The sea is his, and he made it.

   His hands formed the dry land.

Oh come, let’s worship and bow down.

   Let’s kneel before Yahweh, our Maker,

for he is our God.

   We are the people of his pasture,

   and the sheep in his care.

Today, oh that you would hear his voice!

   Don’t harden your heart, as at Meribah,

   as in the day of Massah in the wilderness,

when your fathers tempted me,

   tested me, and saw my work.

Psalm 95 [10.] Forty long years I was grieved with that generation,

   and said, “It is a people that errs in their heart.

   They have not known my ways.”


  • The Divine Shepherd:

For He is Our God: The psalmist begins by establishing a foundational truth—Yahweh is our God. It's a declaration of covenant relationship, acknowledging God's role as the divine caretaker and guide.

We are the People of His Pasture: The imagery shifts to that of a shepherd and his flock. We, the people, find our identity and sustenance in God's lush pasture, a place of provision, safety, and abundance.

  • The Urgent Invitation:

Today, Oh That You Would Hear His Voice: The psalmist introduces an urgent plea, inviting the people to listen to the voice of God. The word "today" emphasizes the immediacy of the invitation, suggesting a sense of urgency and importance in responding to God's call.

A Call to Attentiveness: The emphasis on hearing God's voice underscores the importance of attentiveness in our relationship with Him. It's not merely about physical hearing but about a receptive and responsive posture of the heart.

  • The Warning from History:

Don’t Harden Your Heart: The psalmist introduces a cautionary note, drawing from historical events at Meribah and Massah. These incidents in the wilderness serve as reminders of the consequences of a hardened heart, of resistance to God's guidance and provision.

Lessons from Meribah and Massah: Meribah and Massah, locations associated with grumbling and testing God's patience, serve as cautionary tales. The psalmist urges the people not to repeat the mistakes of the past but to heed God's voice with soft and responsive hearts.

  • Significance:

Relational Identity: Psalm 95 establishes a profound sense of identity—we are God's people, and He is our divine Shepherd. This relational identity forms the foundation for the psalmist's call to worship and obedience.

Urgency in Responsiveness: The repeated emphasis on "today" imparts a sense of urgency. The psalmist invites us to respond promptly and attentively to the voice of God, recognizing that our posture of heart matters in our relationship with Him.

Relevance for Today:

A Call to Worship: Psalm 95:7-8 is a timeless call to worship. It challenges us to approach God with reverence, acknowledging Him as our Shepherd and ourselves as His cherished flock.

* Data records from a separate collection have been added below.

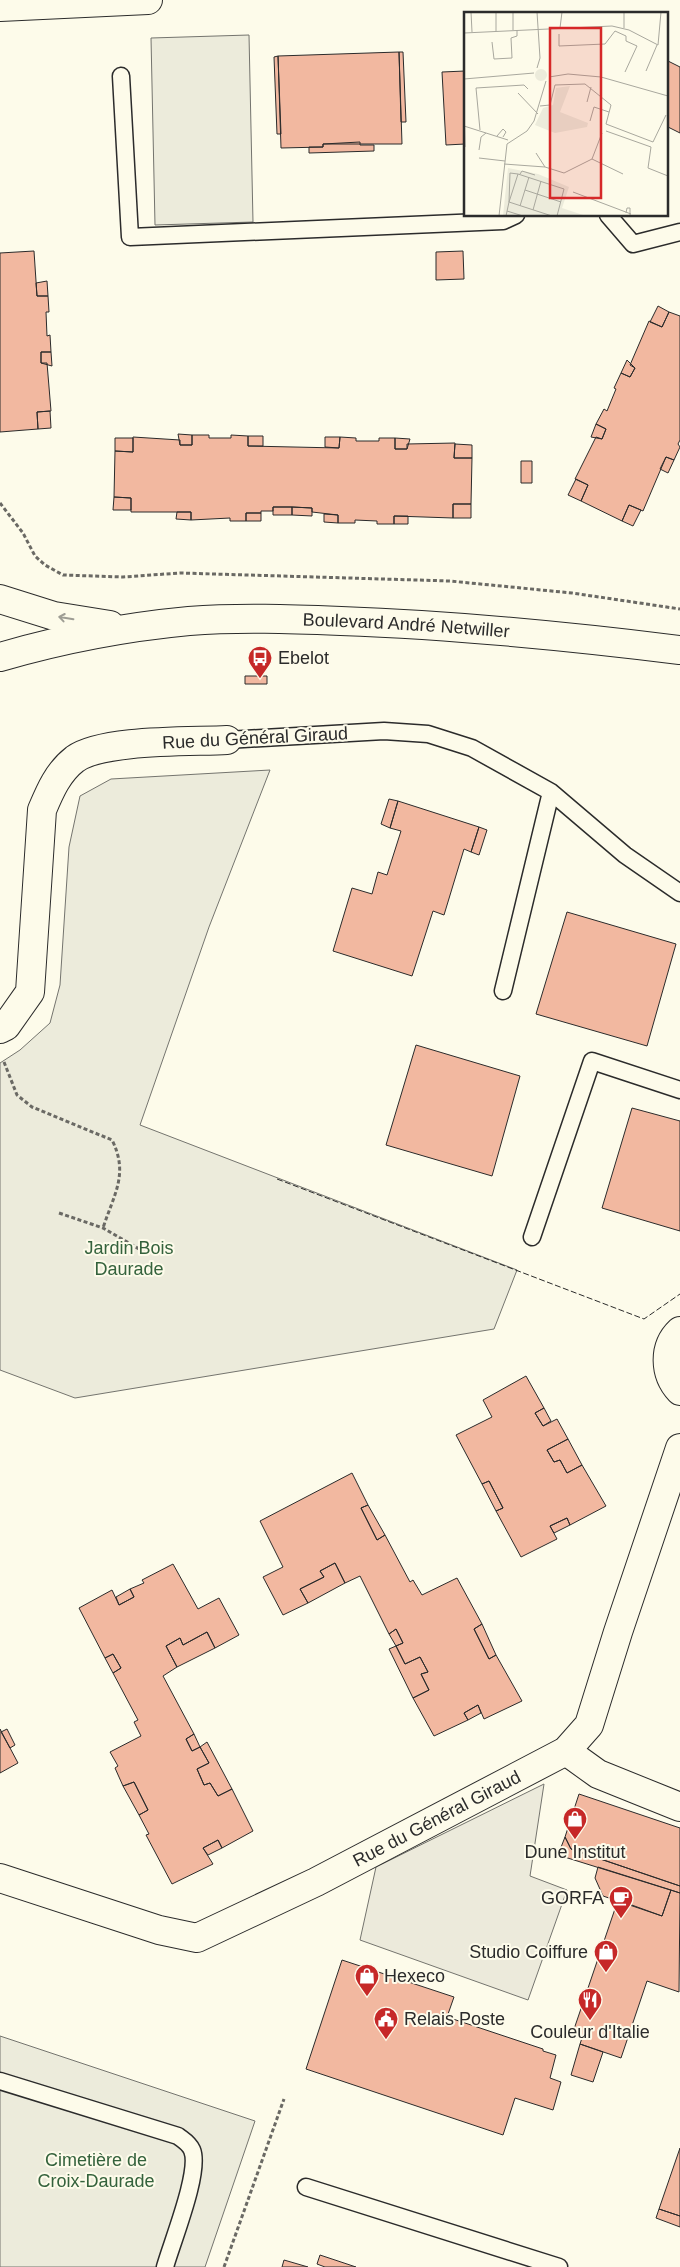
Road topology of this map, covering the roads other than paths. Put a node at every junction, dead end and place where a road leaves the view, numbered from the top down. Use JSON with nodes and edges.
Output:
{"nodes":[{"id":1,"x":140,"y":0,"type":"edge"},
{"id":2,"x":148,"y":0,"type":"edge"},
{"id":3,"x":0,"y":7,"type":"edge"},
{"id":4,"x":121,"y":76,"type":"dead end"},
{"id":5,"x":514,"y":216,"type":"edge"},
{"id":6,"x":609,"y":216,"type":"edge"},
{"id":7,"x":680,"y":232,"type":"edge"},
{"id":8,"x":0,"y":599,"type":"edge"},
{"id":9,"x":131,"y":628,"type":"junction"},
{"id":10,"x":680,"y":650,"type":"edge"},
{"id":11,"x":0,"y":657,"type":"edge"},
{"id":12,"x":227,"y":740,"type":"joint"},
{"id":13,"x":551,"y":792,"type":"junction"},
{"id":14,"x":680,"y":893,"type":"edge"},
{"id":15,"x":503,"y":991,"type":"dead end"},
{"id":16,"x":0,"y":1028,"type":"edge"},
{"id":17,"x":680,"y":1090,"type":"edge"},
{"id":18,"x":532,"y":1237,"type":"dead end"},
{"id":19,"x":680,"y":1331,"type":"edge"},
{"id":20,"x":680,"y":1392,"type":"edge"},
{"id":21,"x":680,"y":1448,"type":"edge"},
{"id":22,"x":566,"y":1751,"type":"junction"},
{"id":23,"x":680,"y":1807,"type":"edge"},
{"id":24,"x":0,"y":1878,"type":"edge"},
{"id":25,"x":0,"y":2081,"type":"edge"},
{"id":26,"x":306,"y":2187,"type":"dead end"},
{"id":27,"x":165,"y":2267,"type":"edge"},
{"id":28,"x":559,"y":2267,"type":"edge"}],
"edges":[{"from":1,"to":2,"type":"street"},
{"from":1,"to":3,"type":"street"},
{"from":4,"to":5,"type":"lane"},
{"from":6,"to":7,"type":"lane"},
{"from":9,"to":8,"type":"street","name":"Boulevard André Netwiller","one_way":true},
{"from":9,"to":10,"type":"street","name":"Boulevard André Netwiller"},
{"from":9,"to":11,"type":"street","name":"Boulevard André Netwiller"},
{"from":12,"to":13,"type":"lane","name":"Rue du Général Giraud"},
{"from":12,"to":16,"type":"street","name":"Rue du Général Giraud"},
{"from":13,"to":14,"type":"lane","name":"Rue du Général Giraud"},
{"from":13,"to":15,"type":"lane"},
{"from":17,"to":18,"type":"lane"},
{"from":19,"to":20,"type":"street"},
{"from":21,"to":22,"type":"street","name":"Rue du Général Giraud"},
{"from":22,"to":23,"type":"street"},
{"from":22,"to":24,"type":"street","name":"Rue du Général Giraud"},
{"from":25,"to":27,"type":"lane"},
{"from":26,"to":28,"type":"lane"}]}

Openness to God's Guidance: The cautionary note about Meribah and Massah serves as a timeless warning. In our journey of faith, we are urged to maintain open hearts, avoiding the pitfalls of hardness and resistance to God's guidance.


Hebrews 3:15: "while it is said, ‘Today if you will hear his voice, don’t harden your hearts, as in the rebellion.’" This New Testament reference echoes the sentiment of Psalm 95, emphasizing the ongoing relevance of the call to hear God's voice and avoid hardening our hearts.

Exodus 17:7: "He called the name of the place Massah, and Meribah, because the children of Israel quarreled, and because they tested Yahweh, saying, 'Is Yahweh among us, or not?'" This cross-reference provides historical context to the cautionary mention of Meribah and Massah in Psalm 95.

In Our Spiritual Landscape: As we traverse the landscape of our spiritual journey, Psalm 95:7-8 invites us to embrace our identity as God's people and to cultivate hearts that are attuned to His voice. It's a call to worship with sincerity, to listen with intentionality, and to learn from the lessons of history.